Top of Data to process

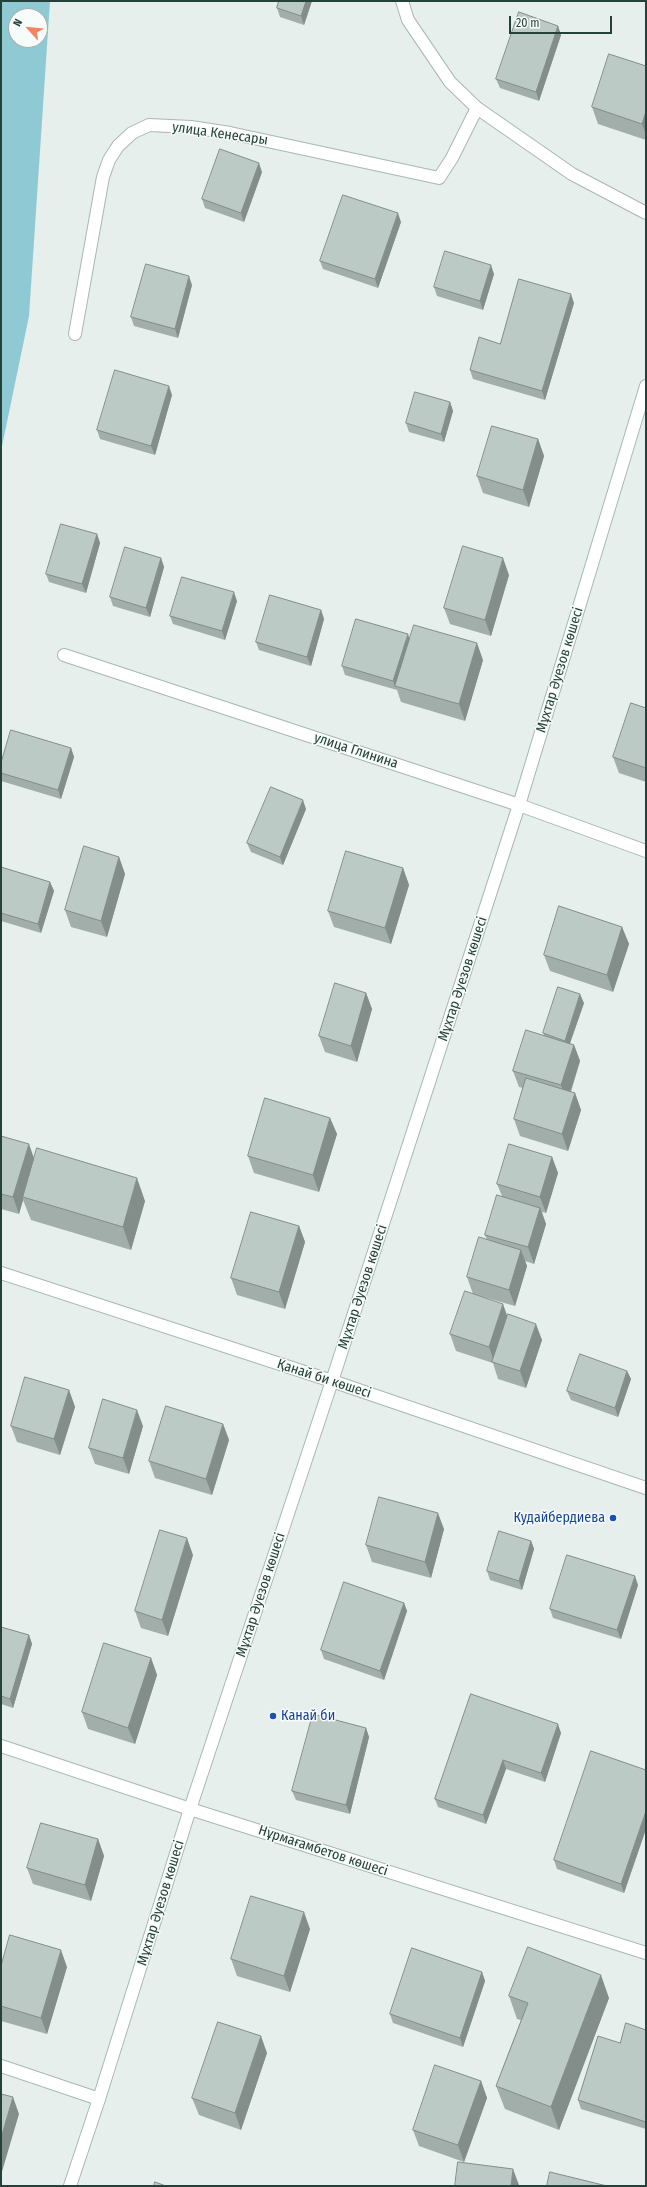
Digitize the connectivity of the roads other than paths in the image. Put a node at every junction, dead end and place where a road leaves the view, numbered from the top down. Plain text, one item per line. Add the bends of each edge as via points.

Bottom of Data to process
Top of Data to process

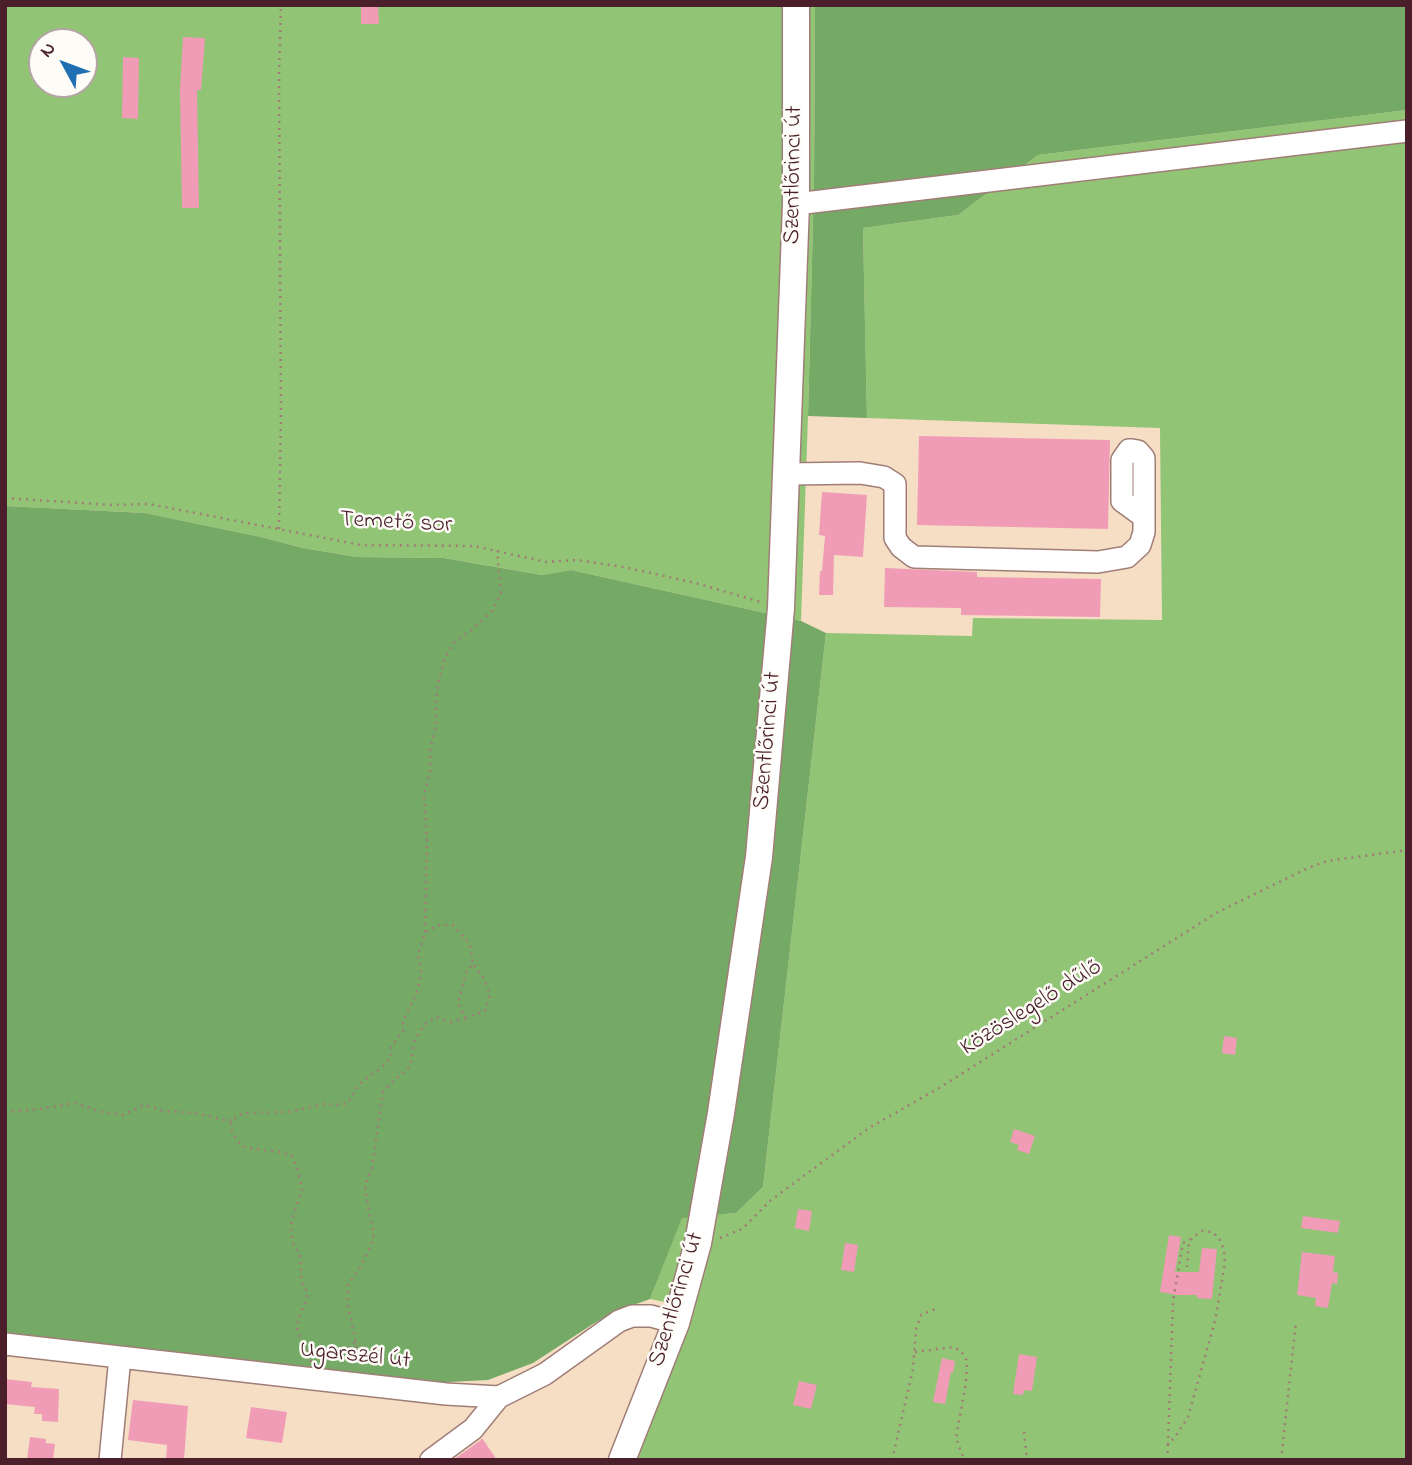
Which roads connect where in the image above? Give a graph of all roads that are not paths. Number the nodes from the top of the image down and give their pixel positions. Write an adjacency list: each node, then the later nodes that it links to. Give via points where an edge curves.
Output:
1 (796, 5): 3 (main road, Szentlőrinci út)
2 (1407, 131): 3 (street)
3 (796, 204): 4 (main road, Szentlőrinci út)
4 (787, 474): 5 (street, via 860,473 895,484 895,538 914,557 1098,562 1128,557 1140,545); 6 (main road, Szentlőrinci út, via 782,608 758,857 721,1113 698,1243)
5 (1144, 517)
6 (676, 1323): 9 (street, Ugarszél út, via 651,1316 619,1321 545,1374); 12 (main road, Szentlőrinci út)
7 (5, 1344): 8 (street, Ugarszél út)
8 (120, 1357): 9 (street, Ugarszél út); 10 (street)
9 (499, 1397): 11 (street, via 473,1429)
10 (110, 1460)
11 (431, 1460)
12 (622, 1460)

Bottom of Data to process

Whenever a line in the records above contains the string "from", copy that line.

Digitize the connectivity of the roads other than paths in the image. Put a node at every junction, dead end and place where a road leaves the view, numbered from the top down. Plain text, one item per line. Add the bends of each edge as via points.
Which roads connect where in the image above? Give a graph of all roads that are not paths. Number the nodes from the top of the image down and give their pixel positions. Write an adjacency list: each node, then the later nodes that it links to. Give via points where an edge curves.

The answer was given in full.